Does Grothendieck also define a notion of the "discretification" of a functor to profinite groups, and particulary that of the algebraic fundamental group functor?

The automorphisms of the geometric point act on the discretifications of the fundamental group functor; and thus one can ask:

are all discretifications of the the algebraic fundamental group functor related by automorphisms of the geometric point? To simplify the question, one may abelianise the functor and/or restrict it to a full subcategory of schemes $X\longrightarrow S$, $S=\mathrm{Spec}\ k$ a number field or $k=K$.

Here is the same question with some more notation and detail. Please excuse my poor notation: I am not very familiar with the language of schemes.

Say a functor $F$ to finitely generated Abelian groups is a discretification of a functor $F'$ to profinite groups iff for every $X$, $F(X)$ is a discretification of $F'(X)$. Equivalently, one is given an equivalence $\widehat F \Rightarrow F'$ (where $\widehat F(X)=\widehat{F(X)}$ is the profinite completion of $F(X)$.)

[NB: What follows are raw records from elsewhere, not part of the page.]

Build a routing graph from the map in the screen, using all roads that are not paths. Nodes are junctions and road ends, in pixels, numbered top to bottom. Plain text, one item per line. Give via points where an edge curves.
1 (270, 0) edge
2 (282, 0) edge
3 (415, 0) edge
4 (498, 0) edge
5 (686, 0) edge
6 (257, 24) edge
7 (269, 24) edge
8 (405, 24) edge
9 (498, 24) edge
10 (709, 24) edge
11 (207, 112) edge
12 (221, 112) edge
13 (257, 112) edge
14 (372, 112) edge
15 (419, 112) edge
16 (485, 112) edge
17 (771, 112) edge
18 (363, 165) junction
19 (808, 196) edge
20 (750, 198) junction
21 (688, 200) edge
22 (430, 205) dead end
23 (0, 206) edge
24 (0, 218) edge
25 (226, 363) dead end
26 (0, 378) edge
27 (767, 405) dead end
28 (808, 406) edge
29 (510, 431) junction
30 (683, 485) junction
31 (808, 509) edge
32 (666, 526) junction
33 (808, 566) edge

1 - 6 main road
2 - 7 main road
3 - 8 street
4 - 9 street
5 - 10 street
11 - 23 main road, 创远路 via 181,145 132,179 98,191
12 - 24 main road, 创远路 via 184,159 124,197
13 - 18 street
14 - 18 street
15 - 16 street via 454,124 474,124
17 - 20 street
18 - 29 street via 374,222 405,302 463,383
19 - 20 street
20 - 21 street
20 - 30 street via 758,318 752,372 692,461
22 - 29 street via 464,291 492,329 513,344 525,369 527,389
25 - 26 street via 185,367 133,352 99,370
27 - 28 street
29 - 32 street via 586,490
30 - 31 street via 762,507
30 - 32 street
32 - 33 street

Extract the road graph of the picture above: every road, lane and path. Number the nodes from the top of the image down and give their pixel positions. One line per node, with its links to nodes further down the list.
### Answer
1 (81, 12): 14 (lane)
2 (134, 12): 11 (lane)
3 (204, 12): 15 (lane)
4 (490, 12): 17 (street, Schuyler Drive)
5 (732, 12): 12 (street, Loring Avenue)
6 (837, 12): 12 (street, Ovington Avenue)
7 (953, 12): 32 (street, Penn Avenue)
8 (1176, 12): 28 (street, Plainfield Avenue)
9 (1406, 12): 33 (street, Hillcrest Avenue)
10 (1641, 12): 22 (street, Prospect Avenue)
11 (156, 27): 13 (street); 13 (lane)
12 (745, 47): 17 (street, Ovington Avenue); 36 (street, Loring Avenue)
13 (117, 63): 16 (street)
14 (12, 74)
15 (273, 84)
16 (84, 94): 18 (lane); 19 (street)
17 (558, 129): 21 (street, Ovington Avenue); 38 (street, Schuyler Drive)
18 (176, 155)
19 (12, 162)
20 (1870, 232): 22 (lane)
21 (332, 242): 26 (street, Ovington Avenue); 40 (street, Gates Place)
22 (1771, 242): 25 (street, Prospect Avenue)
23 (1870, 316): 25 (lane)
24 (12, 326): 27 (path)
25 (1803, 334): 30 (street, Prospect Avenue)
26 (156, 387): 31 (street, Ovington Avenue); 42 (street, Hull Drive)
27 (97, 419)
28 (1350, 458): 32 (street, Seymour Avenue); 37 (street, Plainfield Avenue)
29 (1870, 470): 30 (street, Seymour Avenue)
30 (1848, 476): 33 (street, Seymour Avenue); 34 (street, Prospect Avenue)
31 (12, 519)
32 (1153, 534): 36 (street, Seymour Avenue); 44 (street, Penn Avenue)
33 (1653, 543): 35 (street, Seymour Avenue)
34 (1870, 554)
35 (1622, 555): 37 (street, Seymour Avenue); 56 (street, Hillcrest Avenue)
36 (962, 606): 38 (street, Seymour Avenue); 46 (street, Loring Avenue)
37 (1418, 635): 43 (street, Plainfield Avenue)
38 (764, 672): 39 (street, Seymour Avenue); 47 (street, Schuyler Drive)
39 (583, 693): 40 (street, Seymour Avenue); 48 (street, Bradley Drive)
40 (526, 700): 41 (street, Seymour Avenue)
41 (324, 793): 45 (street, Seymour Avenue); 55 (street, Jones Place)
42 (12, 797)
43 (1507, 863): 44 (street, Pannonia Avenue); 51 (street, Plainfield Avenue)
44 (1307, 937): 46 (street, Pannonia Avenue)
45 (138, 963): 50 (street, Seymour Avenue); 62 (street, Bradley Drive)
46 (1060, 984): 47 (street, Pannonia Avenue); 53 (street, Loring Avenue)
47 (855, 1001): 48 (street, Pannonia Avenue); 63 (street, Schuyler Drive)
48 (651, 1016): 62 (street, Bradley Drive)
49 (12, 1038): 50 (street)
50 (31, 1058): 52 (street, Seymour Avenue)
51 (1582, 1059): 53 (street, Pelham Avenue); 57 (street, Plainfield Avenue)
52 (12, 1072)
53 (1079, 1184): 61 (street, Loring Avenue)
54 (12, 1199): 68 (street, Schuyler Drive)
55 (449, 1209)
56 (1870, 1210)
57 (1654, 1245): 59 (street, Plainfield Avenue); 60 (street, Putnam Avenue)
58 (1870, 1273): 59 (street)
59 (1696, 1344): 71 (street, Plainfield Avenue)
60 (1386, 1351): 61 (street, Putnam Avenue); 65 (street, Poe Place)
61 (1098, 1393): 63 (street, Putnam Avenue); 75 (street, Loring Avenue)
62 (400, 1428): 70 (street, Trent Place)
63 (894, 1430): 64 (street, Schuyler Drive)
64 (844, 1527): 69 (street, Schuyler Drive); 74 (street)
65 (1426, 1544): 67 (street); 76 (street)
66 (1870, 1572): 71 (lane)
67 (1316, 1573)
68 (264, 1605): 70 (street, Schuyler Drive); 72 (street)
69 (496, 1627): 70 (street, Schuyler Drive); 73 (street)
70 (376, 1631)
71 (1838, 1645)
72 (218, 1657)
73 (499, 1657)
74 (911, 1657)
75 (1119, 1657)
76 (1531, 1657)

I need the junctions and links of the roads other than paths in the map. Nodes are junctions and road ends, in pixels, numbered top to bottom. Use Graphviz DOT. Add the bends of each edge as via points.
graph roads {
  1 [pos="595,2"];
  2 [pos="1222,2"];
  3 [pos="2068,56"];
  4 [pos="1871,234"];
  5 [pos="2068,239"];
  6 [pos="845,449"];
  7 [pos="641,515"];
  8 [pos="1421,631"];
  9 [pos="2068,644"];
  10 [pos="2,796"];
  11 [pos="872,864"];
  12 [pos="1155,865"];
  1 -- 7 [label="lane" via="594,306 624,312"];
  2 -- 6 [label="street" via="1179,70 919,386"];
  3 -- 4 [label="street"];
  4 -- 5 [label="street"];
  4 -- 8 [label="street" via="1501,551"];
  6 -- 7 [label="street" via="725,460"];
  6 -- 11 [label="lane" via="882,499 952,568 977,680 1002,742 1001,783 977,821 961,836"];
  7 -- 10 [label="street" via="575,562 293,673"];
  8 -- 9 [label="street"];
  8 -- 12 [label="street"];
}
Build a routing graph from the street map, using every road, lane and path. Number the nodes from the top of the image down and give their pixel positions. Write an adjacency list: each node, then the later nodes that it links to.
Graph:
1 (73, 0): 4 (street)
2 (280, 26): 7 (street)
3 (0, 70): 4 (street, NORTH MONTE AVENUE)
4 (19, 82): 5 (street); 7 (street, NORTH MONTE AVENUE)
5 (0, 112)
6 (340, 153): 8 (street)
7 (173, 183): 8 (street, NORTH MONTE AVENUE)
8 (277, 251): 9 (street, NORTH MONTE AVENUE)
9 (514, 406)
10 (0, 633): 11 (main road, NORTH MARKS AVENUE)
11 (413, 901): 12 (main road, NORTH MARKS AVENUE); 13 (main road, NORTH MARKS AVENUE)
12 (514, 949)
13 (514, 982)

The algebraic fundamental group is, or at least defines, a functor $\pi_1^{alg}: \mathrm{Spec}\ K\text{\Schemes} \longrightarrow \text{ProfiniteGroups}$ from the category $\mathrm{Spec}\ K\text{\Schemes}= \mathrm{Mor} (\mathrm{Spec}\ K, \text{\Schemes})$ of Schemes cosliced over a geometric point $\mathrm{Spec}\ K$.

There is a canonical $\mathrm{Aut}(K/\mathbb{Q})$ action on $\mathrm{Spec}\ K\text{\Schemes}$ which extends to an action on the discretifications of this functor. Did Grothendicek conjecture anything about this action?

Is there a better way to state this question? E.g. using the fact that for K the field of algebraic numbers $\mathrm{Aut}(K/\mathbb{Q})=\pi_1^{alg}(\mathrm{Spec}\ \mathbb{Q}, \mathrm{Spec}\ K)$.

One can modify the question by replacing the category of Schemes by a subcategory of Schemes over $\mathrm{Spec}\ k$ or some other scheme, and then considering double cosets of $\mathrm{Aut}(K/\mathbb{Q})$ and $\mathrm{Aut}(k/\mathbb{Q})$ action; as an example, one may consider the full subcategory of etale covers of direct products of moduli spaces of curves....

Perhaps I should also add that probably I can prove some very partial positive results, for some very small and "abelian" subcategories of Schemes. That's the motivation for the question.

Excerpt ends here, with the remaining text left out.